Pig butchering scams led to $3.6 billion in crypto losses in 2024, rising as essentially the most vital fraud scheme of the 12 months, in accordance with a report by web3 safety agency Cyvers.
The long-term fraud technique, the place victims are groomed over time to make substantial investments, outpaced different types of crypto scams in 2024. The report highlighted that $3.6 billion in stolen funds had been traced to the Ethereum (ETH) blockchain alone.
Pig butchering on the rise
Cyvers tracked over 150,000 addresses and 800,000 transactions linked to pig butchering scams, illustrating the dimensions of the issue. The report follows an FBI announcement that estimated $3.96 billion in losses from pig butchering schemes in 2023.
The report additionally emphasised scammers’ evolving sophistication, noting that many victims had been lured via courting apps and social media platforms. Scammers created faux profiles, constructed belief over weeks or months, and satisfied victims to spend money on fraudulent crypto platforms that appeared professional.
In response to the rise in pig butchering scams, Cyvers beneficial elevated consumer training, enhanced pockets safety measures, and stricter rules for crypto platforms. The agency additionally highlighted the significance of real-time monitoring and superior menace detection methods to mitigate potential losses.

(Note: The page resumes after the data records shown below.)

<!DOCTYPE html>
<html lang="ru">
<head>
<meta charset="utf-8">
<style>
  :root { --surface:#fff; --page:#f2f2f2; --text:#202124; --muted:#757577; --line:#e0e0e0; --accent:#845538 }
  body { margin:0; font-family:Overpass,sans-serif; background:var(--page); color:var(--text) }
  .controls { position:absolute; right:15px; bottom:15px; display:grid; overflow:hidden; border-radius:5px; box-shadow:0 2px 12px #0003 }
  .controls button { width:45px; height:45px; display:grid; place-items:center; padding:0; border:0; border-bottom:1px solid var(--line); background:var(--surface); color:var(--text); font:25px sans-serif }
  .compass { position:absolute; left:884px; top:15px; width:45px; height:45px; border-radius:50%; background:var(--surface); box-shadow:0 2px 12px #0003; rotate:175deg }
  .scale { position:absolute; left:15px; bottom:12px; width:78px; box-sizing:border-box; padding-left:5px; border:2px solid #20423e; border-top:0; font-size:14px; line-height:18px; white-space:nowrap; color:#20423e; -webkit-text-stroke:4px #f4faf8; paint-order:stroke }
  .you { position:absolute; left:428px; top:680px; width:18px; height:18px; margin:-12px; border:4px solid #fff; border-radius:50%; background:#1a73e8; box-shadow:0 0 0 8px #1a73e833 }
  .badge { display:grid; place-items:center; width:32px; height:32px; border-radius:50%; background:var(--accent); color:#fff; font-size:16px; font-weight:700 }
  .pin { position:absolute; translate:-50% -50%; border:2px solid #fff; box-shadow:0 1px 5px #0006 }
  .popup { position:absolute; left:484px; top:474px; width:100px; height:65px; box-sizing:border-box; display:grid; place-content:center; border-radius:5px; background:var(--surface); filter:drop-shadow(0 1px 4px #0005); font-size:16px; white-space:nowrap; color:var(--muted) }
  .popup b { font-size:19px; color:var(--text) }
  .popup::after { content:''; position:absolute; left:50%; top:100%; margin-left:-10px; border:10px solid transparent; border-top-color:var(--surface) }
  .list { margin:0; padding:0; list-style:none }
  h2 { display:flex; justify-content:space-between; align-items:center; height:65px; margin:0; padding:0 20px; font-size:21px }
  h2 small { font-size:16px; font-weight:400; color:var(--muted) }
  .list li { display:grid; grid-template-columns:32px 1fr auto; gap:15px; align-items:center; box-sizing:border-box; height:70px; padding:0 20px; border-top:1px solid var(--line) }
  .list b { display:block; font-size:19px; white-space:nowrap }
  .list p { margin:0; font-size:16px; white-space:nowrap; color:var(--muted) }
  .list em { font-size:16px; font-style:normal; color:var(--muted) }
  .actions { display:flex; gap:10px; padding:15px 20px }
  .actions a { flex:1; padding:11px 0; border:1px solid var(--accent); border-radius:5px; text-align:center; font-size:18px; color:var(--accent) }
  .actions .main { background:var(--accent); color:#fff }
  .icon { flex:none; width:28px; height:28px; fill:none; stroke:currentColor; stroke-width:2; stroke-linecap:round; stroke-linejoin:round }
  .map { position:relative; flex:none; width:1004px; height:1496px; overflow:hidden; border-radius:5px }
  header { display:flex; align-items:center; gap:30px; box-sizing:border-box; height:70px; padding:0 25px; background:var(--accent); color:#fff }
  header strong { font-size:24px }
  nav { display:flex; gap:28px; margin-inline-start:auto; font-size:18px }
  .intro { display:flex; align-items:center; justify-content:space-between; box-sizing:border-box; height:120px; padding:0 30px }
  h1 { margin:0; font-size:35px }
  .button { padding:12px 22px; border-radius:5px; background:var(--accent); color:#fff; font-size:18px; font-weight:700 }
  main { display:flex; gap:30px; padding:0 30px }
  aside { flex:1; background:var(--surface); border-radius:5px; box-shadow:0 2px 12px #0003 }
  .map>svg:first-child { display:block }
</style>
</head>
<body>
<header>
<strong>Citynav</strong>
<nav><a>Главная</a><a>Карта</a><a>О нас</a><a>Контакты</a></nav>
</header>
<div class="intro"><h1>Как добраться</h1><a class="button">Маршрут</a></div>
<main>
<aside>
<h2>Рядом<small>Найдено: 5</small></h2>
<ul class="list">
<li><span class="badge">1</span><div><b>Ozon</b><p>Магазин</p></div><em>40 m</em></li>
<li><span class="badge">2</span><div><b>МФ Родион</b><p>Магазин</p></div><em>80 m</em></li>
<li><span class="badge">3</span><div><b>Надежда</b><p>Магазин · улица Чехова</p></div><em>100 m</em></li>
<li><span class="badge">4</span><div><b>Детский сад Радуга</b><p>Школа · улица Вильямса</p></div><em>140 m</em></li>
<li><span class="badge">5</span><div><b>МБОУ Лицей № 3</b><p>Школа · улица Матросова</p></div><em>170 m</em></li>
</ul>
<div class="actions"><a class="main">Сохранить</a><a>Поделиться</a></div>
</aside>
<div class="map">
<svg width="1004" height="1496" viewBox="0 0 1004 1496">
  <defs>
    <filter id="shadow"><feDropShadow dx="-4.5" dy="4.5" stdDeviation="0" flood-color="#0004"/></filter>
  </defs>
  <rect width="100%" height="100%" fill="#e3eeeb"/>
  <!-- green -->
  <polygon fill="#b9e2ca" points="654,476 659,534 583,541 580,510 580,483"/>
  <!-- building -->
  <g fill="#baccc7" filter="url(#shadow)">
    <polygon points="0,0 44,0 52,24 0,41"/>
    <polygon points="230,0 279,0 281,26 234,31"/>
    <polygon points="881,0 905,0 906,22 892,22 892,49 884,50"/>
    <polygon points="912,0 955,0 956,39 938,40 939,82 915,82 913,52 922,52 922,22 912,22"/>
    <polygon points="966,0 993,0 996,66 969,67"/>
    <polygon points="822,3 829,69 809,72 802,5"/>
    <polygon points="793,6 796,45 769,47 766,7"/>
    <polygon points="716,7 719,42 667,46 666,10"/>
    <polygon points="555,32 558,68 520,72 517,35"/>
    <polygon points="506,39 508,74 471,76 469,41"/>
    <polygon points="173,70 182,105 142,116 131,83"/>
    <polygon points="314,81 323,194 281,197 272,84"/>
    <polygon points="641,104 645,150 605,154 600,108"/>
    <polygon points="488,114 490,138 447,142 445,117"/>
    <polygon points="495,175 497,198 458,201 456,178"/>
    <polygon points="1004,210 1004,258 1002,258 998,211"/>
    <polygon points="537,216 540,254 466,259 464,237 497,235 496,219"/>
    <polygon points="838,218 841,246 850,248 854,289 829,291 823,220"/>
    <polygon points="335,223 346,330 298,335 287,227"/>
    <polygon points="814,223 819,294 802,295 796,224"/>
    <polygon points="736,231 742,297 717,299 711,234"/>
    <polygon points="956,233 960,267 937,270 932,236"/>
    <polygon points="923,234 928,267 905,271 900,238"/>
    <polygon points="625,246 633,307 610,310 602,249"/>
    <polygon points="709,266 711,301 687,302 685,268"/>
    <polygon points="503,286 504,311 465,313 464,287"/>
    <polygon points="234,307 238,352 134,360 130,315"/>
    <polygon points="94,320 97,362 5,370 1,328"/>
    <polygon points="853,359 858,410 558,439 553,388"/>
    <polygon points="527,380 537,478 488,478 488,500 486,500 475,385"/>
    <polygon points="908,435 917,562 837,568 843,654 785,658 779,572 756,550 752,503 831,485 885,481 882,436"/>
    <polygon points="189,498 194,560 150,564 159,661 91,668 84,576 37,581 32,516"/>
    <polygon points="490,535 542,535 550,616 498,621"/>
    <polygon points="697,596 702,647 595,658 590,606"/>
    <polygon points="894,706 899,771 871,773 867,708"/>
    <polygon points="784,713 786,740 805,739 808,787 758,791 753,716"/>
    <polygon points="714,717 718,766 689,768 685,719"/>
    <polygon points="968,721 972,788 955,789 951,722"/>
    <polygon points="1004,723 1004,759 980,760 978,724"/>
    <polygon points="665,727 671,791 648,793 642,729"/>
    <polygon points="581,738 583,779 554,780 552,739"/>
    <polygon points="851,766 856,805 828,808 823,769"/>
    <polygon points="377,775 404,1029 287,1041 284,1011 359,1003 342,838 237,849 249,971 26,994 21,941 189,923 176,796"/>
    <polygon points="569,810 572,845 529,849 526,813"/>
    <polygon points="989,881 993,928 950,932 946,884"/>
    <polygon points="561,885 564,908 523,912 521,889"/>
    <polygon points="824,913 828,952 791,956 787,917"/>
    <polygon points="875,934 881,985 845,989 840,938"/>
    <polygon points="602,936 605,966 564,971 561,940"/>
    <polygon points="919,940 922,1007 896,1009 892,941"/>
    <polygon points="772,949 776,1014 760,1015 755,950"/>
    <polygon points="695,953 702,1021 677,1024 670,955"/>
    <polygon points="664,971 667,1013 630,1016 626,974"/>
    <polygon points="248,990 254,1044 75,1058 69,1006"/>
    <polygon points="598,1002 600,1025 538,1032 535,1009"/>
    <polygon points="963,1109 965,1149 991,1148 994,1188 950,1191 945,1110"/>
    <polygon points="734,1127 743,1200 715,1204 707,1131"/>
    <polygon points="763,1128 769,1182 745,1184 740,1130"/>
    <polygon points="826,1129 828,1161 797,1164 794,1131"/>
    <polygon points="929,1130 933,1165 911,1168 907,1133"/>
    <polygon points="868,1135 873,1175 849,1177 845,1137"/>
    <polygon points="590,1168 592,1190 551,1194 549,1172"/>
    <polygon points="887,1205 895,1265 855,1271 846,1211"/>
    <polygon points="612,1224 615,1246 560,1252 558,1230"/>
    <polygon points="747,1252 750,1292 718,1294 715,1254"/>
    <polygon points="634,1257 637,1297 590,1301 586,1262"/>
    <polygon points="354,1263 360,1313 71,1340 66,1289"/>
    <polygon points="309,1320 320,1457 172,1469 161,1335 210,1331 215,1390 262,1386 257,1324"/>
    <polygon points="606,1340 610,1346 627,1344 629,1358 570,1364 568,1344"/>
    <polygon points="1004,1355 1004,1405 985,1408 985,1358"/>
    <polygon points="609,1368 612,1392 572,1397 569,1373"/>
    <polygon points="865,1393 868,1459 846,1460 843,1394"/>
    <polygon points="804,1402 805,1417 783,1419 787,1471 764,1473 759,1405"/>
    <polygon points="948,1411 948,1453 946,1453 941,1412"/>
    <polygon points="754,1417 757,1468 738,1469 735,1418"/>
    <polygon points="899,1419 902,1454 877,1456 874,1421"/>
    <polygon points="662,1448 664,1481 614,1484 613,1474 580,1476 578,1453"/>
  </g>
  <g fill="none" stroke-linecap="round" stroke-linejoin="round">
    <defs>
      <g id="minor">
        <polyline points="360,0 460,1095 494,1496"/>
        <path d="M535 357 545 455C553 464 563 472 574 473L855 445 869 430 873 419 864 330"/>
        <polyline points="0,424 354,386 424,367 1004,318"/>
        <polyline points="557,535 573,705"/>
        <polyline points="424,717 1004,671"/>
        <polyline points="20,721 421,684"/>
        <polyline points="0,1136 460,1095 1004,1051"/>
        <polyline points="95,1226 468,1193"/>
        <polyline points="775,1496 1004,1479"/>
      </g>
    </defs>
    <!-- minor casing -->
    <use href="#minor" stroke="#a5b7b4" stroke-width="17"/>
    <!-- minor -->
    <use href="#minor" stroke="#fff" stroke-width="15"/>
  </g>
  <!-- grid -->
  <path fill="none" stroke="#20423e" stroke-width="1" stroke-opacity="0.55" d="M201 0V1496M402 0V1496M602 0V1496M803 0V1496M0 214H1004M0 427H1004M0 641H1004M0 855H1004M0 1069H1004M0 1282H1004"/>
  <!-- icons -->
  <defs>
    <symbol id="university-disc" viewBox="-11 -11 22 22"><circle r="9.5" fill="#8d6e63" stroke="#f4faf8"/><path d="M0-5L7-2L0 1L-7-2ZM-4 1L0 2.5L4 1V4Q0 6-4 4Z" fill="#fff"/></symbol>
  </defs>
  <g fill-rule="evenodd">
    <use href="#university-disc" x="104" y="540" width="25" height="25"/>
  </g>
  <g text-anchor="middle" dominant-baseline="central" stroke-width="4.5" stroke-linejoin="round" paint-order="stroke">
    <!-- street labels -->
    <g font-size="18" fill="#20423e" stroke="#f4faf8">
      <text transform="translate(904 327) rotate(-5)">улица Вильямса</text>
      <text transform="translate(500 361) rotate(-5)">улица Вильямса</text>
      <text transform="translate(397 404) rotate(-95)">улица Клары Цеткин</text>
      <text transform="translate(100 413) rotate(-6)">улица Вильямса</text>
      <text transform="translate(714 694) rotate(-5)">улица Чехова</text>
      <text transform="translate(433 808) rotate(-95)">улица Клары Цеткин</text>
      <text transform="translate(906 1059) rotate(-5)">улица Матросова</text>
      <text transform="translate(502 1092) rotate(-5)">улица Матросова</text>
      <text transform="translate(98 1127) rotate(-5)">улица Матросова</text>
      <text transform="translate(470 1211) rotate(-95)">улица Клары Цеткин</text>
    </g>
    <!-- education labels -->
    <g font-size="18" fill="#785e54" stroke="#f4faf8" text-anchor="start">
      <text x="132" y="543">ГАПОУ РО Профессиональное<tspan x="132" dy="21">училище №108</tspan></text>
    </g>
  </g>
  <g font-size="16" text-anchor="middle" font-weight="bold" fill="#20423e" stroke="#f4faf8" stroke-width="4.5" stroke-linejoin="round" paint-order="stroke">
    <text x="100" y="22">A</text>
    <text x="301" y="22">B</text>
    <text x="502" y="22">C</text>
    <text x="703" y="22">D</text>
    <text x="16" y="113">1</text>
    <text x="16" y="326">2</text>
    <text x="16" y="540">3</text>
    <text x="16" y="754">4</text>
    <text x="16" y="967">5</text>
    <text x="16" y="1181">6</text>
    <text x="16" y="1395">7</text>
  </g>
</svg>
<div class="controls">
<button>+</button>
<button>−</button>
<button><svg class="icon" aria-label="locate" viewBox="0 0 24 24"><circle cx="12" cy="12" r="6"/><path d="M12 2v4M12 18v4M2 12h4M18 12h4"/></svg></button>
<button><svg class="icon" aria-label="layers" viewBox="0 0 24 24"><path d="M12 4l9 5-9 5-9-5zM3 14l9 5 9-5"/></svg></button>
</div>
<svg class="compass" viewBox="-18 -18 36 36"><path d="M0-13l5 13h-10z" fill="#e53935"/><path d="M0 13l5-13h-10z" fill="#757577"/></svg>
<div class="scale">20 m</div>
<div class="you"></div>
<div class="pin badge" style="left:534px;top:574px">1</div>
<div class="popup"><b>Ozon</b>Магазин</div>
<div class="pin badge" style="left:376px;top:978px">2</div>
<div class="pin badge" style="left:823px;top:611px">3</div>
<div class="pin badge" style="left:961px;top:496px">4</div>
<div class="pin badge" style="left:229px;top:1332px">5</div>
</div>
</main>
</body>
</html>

Cyber threats and recoveries
Cyber threats elevated by 40% in 2024, leading to $2.3 billion in losses throughout 165 incidents. Regardless of the surge, general losses remained 37% decrease than in 2022.
Ethereum was the first goal for scammers, with entry management breaches driving $1.9 billion in losses throughout 67 incidents. Sensible contract exploits accounted for $456.8 million, whereas a single deal with poisoning incident resulted in $68.7 million in stolen funds.
Efforts to fight fraud recovered $1.3 billion this 12 months, because of on-chain investigators similar to ZachXBT and bug bounty packages.
The 12 months’s first quarter noticed the best variety of incidents, with 53 instances recorded. Nonetheless, the most important monetary losses occurred within the third quarter, totaling $760 million.
Vital incidents included a $305 million breach of DMM Trade because of a compromised non-public key, a $235 million hack concentrating on WazirX via a multi-signature pockets vulnerability, and $52 million in losses suffered by BingX after scorching pockets exploits.
The Cyvers report indicated that entry management incidents comprised 81% of the entire losses regardless of making up solely 41.6% of all reported instances.